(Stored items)
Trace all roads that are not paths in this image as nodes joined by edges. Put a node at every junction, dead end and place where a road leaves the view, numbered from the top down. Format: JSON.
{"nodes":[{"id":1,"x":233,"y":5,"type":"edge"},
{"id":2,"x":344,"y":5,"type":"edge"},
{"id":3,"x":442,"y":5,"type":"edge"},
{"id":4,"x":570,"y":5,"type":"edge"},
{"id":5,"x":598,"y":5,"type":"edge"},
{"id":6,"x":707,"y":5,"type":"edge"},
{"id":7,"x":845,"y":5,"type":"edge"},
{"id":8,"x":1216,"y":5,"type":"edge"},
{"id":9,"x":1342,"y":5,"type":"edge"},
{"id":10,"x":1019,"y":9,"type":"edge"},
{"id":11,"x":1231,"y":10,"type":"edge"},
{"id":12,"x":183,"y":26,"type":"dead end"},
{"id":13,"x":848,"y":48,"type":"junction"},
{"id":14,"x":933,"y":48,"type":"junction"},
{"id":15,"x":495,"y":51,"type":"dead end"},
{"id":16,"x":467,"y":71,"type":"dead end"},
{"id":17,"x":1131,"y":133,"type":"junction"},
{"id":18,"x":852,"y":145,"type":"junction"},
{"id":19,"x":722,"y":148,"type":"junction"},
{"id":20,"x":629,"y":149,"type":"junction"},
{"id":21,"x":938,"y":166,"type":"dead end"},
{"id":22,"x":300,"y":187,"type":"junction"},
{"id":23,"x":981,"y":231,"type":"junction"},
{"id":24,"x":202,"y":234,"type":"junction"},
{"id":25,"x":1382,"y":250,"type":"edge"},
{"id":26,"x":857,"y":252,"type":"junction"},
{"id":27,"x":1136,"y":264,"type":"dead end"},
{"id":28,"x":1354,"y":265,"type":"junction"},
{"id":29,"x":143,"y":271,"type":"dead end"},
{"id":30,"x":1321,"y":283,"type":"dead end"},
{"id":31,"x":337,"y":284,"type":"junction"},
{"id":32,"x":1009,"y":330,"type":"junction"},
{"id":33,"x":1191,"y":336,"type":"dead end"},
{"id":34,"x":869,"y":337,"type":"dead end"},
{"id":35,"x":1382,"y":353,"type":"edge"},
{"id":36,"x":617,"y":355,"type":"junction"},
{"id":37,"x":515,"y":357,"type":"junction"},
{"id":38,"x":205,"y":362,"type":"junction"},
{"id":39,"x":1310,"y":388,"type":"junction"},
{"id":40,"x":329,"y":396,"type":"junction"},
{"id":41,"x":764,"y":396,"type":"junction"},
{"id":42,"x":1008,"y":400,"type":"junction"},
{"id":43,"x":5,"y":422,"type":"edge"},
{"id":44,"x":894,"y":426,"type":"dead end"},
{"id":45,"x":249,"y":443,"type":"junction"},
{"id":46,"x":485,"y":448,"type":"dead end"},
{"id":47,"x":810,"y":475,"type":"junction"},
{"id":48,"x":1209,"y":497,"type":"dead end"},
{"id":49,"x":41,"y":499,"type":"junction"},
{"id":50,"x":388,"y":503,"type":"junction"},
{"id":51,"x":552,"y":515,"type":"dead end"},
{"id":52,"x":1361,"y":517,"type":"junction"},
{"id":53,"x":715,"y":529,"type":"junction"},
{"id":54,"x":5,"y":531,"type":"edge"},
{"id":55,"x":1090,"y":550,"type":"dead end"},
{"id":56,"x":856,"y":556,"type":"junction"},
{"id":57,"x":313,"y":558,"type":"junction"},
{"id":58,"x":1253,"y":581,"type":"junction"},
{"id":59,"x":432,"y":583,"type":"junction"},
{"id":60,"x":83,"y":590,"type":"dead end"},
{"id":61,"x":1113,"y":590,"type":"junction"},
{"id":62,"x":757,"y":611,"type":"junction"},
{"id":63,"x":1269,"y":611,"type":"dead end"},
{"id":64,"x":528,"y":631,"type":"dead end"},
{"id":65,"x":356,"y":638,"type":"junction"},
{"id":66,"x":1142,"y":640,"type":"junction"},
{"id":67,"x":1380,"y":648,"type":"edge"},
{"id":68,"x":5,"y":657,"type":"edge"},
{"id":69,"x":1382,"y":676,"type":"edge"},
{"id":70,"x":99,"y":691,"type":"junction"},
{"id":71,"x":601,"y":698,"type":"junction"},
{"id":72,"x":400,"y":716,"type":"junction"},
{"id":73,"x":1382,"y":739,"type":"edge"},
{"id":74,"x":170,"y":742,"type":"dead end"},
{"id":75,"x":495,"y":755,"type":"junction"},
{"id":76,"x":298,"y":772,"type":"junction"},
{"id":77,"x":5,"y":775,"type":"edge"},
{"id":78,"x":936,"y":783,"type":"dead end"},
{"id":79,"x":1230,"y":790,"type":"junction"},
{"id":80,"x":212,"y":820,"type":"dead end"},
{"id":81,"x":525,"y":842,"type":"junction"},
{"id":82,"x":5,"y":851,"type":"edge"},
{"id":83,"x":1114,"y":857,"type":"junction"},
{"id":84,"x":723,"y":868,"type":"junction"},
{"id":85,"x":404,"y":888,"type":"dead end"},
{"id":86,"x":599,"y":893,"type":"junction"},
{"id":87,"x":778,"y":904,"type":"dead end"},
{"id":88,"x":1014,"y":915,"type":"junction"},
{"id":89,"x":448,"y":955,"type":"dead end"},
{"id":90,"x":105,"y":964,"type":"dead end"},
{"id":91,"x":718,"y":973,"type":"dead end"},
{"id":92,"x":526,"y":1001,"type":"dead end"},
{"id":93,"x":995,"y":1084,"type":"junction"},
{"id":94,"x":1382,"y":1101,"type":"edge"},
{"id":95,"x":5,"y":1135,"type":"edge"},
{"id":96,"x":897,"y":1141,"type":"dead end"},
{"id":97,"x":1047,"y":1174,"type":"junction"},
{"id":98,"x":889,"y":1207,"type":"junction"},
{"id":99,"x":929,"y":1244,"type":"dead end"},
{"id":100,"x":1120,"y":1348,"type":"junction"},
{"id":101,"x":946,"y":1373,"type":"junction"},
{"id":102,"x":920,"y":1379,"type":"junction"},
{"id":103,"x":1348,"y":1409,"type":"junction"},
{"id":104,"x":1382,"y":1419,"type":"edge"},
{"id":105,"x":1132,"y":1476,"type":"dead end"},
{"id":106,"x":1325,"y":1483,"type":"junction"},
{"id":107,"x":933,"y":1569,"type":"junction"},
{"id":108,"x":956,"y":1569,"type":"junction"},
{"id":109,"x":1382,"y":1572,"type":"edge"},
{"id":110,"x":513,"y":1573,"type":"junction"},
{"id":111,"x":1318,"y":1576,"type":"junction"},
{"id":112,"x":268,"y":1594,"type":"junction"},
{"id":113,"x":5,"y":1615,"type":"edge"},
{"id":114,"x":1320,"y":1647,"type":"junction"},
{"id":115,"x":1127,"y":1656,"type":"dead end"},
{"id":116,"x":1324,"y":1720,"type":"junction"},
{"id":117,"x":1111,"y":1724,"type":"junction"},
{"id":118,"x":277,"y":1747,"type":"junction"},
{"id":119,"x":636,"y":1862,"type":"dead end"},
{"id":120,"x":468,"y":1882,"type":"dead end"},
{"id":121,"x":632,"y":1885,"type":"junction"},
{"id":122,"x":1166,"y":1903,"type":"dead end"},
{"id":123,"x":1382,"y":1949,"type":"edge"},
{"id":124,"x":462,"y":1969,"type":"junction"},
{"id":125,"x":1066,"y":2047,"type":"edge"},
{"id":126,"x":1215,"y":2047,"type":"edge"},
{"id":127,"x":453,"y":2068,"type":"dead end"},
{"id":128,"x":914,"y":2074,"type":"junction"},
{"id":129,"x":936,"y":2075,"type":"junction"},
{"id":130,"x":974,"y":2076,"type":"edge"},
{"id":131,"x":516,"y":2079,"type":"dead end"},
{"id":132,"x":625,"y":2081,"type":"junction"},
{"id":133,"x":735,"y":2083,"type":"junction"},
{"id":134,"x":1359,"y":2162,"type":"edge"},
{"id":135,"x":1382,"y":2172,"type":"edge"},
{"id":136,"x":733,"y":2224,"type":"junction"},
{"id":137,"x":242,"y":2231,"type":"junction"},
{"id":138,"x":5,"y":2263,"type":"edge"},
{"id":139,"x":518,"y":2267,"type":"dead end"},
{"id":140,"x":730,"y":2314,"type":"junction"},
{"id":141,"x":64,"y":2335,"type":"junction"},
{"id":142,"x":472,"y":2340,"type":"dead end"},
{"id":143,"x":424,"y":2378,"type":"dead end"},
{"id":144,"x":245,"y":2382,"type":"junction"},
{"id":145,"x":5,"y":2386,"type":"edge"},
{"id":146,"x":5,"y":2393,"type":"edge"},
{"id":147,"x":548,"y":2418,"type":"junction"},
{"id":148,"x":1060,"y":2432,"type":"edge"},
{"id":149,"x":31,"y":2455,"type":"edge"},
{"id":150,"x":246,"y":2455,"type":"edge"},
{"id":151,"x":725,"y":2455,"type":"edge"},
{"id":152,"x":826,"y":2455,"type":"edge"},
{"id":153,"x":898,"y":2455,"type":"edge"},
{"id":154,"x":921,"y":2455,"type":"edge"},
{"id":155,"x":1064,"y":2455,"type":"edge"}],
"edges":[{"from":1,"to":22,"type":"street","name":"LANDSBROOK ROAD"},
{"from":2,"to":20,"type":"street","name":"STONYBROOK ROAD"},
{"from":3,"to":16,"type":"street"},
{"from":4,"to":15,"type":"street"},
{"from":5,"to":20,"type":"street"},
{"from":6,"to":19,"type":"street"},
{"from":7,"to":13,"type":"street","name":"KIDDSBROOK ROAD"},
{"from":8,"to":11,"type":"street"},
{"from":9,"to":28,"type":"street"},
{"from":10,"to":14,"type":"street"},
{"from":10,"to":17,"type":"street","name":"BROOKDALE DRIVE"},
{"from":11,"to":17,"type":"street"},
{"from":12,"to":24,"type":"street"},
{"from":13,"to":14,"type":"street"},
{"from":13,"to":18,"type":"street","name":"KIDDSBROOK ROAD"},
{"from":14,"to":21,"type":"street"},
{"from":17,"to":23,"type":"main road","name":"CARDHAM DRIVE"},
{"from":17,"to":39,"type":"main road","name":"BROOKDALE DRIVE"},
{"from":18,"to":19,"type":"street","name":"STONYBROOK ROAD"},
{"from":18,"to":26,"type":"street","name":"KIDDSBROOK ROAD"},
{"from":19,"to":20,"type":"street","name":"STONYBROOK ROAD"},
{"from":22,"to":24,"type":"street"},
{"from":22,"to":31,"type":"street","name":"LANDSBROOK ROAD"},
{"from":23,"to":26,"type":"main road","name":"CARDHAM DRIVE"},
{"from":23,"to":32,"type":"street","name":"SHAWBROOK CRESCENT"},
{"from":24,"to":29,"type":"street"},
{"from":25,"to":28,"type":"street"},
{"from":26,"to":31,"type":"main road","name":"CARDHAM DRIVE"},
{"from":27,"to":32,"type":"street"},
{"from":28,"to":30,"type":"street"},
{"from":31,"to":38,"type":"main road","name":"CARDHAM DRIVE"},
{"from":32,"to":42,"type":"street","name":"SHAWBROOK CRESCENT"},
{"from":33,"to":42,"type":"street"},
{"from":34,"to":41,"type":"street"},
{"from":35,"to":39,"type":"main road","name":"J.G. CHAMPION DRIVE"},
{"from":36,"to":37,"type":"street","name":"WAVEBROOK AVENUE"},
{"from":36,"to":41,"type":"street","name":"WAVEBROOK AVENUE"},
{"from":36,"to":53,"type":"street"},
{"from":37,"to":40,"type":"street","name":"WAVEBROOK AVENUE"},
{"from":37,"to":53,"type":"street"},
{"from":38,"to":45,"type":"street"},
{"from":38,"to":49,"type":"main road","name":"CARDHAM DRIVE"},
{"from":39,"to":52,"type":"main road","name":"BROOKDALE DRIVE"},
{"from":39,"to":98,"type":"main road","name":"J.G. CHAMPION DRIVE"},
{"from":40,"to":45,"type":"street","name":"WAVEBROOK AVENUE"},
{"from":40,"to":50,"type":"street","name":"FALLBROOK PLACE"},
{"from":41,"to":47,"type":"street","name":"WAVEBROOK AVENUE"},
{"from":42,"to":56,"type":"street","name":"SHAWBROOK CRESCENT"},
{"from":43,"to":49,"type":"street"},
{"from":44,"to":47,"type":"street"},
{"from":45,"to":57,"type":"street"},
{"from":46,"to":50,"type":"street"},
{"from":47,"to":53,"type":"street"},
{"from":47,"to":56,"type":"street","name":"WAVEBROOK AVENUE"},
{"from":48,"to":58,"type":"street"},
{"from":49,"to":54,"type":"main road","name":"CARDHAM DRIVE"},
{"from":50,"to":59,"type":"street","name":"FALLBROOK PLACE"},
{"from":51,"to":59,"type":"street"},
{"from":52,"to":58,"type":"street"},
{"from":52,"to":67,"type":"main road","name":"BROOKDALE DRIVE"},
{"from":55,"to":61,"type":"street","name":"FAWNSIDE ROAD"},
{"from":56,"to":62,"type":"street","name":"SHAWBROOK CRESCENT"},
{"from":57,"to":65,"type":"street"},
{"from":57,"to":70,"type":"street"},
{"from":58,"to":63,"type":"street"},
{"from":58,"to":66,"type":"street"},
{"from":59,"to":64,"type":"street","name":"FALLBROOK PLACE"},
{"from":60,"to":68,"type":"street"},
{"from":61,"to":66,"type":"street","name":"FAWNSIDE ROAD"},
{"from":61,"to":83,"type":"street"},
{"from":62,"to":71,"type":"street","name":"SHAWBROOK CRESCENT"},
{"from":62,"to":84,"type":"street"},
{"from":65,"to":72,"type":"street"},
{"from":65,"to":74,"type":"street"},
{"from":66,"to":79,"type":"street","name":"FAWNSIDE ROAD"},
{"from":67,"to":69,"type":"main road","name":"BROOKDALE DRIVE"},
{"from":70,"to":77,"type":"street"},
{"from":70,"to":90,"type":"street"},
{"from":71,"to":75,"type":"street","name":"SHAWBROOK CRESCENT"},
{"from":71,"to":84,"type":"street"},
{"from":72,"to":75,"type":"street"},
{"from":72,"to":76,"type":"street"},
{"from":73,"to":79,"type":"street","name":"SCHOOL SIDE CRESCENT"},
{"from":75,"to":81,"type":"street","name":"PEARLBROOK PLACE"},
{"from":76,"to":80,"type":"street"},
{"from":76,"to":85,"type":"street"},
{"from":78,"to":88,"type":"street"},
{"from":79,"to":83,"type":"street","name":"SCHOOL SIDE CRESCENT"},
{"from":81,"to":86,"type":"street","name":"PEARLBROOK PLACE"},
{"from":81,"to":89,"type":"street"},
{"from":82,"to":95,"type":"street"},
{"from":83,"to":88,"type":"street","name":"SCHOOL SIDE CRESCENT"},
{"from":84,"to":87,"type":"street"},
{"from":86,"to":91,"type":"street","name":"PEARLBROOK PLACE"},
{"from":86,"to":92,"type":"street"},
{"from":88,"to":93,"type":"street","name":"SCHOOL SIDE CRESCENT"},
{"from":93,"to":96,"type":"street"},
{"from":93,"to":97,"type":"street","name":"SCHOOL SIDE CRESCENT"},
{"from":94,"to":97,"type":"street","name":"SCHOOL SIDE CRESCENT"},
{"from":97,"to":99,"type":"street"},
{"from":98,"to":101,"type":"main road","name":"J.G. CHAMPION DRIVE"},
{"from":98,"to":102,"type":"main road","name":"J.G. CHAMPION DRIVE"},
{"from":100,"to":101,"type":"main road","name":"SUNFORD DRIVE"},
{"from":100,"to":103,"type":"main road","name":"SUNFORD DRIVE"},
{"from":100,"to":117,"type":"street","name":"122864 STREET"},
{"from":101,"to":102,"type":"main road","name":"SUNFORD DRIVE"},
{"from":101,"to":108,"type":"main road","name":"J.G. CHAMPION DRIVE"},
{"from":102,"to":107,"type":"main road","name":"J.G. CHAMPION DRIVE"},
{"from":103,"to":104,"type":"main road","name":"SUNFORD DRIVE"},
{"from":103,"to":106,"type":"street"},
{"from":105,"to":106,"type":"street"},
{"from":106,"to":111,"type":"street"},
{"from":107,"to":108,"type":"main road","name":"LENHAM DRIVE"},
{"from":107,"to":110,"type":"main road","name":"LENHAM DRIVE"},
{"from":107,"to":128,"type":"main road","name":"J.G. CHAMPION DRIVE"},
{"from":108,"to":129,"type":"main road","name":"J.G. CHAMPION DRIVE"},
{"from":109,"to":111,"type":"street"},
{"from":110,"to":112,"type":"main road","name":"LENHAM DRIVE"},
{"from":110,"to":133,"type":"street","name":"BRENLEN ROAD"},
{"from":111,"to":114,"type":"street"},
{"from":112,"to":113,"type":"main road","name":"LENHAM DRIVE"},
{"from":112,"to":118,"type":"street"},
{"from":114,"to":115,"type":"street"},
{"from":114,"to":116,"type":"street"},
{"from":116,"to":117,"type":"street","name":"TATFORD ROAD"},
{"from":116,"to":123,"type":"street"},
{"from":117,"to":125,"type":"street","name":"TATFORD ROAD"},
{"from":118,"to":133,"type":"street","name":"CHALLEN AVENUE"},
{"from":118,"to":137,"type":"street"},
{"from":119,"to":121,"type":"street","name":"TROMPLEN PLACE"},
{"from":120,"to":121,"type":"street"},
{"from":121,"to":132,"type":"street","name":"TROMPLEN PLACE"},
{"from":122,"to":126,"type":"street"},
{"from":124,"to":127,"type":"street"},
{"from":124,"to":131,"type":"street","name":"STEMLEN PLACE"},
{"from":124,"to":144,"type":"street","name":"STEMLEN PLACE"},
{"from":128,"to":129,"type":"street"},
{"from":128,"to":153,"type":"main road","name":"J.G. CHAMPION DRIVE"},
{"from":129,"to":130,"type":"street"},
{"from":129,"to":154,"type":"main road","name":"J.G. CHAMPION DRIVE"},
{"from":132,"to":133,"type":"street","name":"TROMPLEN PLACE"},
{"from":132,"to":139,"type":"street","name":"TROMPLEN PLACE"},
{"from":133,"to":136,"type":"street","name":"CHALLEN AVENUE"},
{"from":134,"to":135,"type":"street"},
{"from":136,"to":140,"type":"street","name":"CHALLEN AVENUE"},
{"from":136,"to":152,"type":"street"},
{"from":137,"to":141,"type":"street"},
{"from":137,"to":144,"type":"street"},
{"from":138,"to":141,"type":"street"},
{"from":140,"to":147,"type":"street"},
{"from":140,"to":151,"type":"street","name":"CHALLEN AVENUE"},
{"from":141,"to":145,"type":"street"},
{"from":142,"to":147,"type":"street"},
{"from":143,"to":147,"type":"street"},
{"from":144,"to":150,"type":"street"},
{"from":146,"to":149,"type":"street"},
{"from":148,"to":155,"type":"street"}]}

# [PROBLEM DESCRIPTION]
A line belongs in the answer if it contains the word "SCHOOL"; copy every such line from the data above.

# [ANSWER BELOW]
{"from":73,"to":79,"type":"street","name":"SCHOOL SIDE CRESCENT"},
{"from":79,"to":83,"type":"street","name":"SCHOOL SIDE CRESCENT"},
{"from":83,"to":88,"type":"street","name":"SCHOOL SIDE CRESCENT"},
{"from":88,"to":93,"type":"street","name":"SCHOOL SIDE CRESCENT"},
{"from":93,"to":97,"type":"street","name":"SCHOOL SIDE CRESCENT"},
{"from":94,"to":97,"type":"street","name":"SCHOOL SIDE CRESCENT"},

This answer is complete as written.